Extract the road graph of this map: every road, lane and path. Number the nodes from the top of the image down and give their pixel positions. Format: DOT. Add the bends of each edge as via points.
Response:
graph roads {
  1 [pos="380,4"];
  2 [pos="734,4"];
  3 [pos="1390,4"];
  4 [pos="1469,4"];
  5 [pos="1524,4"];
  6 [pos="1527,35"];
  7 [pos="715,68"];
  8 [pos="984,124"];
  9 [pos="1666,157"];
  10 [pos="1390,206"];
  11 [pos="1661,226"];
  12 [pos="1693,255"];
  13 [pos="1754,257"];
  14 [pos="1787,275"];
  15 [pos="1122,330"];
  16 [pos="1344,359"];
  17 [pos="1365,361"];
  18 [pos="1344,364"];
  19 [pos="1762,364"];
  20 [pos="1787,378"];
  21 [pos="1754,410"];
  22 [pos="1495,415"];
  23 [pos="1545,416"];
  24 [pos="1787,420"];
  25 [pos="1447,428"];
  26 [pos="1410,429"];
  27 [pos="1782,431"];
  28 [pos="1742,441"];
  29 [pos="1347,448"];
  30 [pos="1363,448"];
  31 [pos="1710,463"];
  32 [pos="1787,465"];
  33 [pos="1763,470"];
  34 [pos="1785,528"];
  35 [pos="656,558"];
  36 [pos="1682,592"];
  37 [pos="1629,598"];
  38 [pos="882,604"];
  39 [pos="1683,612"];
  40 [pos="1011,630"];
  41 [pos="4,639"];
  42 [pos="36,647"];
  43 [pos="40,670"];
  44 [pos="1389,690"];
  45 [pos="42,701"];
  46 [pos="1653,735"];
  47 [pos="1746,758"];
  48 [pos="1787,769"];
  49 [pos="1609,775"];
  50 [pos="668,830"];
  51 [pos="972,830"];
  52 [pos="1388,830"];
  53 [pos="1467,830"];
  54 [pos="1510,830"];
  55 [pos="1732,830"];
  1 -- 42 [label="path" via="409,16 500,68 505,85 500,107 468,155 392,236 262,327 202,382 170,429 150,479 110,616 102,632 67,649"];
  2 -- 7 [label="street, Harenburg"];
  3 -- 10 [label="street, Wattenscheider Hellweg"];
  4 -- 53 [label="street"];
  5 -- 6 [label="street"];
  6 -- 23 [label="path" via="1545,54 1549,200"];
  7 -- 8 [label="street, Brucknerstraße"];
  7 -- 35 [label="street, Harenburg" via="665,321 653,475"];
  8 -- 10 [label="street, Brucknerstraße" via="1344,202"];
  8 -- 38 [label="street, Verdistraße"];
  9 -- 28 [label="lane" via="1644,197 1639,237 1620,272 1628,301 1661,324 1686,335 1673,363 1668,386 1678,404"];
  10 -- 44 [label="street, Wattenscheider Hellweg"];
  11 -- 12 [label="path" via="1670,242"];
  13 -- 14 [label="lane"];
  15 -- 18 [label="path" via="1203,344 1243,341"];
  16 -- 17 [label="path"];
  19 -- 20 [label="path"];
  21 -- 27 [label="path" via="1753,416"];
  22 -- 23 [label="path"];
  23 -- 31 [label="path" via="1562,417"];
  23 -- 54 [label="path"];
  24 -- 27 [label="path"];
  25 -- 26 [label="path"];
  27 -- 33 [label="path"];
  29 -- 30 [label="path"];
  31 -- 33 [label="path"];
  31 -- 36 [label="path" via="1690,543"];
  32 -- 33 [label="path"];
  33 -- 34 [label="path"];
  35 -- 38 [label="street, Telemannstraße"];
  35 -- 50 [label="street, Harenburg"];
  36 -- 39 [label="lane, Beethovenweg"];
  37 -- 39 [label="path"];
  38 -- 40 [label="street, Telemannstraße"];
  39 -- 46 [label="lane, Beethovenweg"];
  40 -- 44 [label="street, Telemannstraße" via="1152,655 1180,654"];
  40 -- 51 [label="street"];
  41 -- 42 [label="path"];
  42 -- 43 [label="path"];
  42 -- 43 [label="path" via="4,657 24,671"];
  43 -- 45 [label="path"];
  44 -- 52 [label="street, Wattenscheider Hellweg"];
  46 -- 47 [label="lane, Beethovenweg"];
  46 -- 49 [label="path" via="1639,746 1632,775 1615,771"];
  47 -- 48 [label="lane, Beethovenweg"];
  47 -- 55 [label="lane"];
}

********

Reading the records above, count the lines that include "Harenburg" and say only how many.

3